- _Collected data entries_
·····

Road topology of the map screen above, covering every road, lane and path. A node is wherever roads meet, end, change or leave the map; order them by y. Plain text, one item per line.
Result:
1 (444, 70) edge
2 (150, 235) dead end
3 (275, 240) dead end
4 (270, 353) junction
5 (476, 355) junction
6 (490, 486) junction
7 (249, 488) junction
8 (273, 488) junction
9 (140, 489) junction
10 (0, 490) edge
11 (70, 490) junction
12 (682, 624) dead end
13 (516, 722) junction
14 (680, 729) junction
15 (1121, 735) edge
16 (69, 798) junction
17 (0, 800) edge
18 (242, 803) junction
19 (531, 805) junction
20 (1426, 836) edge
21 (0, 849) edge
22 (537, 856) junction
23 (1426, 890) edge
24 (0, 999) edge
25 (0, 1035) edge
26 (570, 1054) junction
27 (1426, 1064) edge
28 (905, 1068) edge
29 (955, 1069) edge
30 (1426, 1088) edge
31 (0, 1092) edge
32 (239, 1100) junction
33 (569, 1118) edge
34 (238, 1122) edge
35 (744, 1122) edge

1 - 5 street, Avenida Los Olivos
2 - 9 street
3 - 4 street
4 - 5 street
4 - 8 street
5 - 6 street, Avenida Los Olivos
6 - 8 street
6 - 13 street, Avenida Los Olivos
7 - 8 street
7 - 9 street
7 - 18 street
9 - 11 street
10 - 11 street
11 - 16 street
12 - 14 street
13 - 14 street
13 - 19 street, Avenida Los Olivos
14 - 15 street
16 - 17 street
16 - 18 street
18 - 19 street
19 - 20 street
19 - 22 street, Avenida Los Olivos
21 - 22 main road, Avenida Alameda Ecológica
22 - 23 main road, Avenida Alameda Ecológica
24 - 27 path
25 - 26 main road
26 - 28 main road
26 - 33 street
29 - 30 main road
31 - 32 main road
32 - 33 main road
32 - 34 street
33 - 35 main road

·····

Repeat the data above in full, word for word.

- _Problem solution_
Road topology of the map screen above, covering every road, lane and path. A node is wherever roads meet, end, change or leave the map; order them by y. Plain text, one item per line.
Result:
1 (444, 70) edge
2 (150, 235) dead end
3 (275, 240) dead end
4 (270, 353) junction
5 (476, 355) junction
6 (490, 486) junction
7 (249, 488) junction
8 (273, 488) junction
9 (140, 489) junction
10 (0, 490) edge
11 (70, 490) junction
12 (682, 624) dead end
13 (516, 722) junction
14 (680, 729) junction
15 (1121, 735) edge
16 (69, 798) junction
17 (0, 800) edge
18 (242, 803) junction
19 (531, 805) junction
20 (1426, 836) edge
21 (0, 849) edge
22 (537, 856) junction
23 (1426, 890) edge
24 (0, 999) edge
25 (0, 1035) edge
26 (570, 1054) junction
27 (1426, 1064) edge
28 (905, 1068) edge
29 (955, 1069) edge
30 (1426, 1088) edge
31 (0, 1092) edge
32 (239, 1100) junction
33 (569, 1118) edge
34 (238, 1122) edge
35 (744, 1122) edge

1 - 5 street, Avenida Los Olivos
2 - 9 street
3 - 4 street
4 - 5 street
4 - 8 street
5 - 6 street, Avenida Los Olivos
6 - 8 street
6 - 13 street, Avenida Los Olivos
7 - 8 street
7 - 9 street
7 - 18 street
9 - 11 street
10 - 11 street
11 - 16 street
12 - 14 street
13 - 14 street
13 - 19 street, Avenida Los Olivos
14 - 15 street
16 - 17 street
16 - 18 street
18 - 19 street
19 - 20 street
19 - 22 street, Avenida Los Olivos
21 - 22 main road, Avenida Alameda Ecológica
22 - 23 main road, Avenida Alameda Ecológica
24 - 27 path
25 - 26 main road
26 - 28 main road
26 - 33 street
29 - 30 main road
31 - 32 main road
32 - 33 main road
32 - 34 street
33 - 35 main road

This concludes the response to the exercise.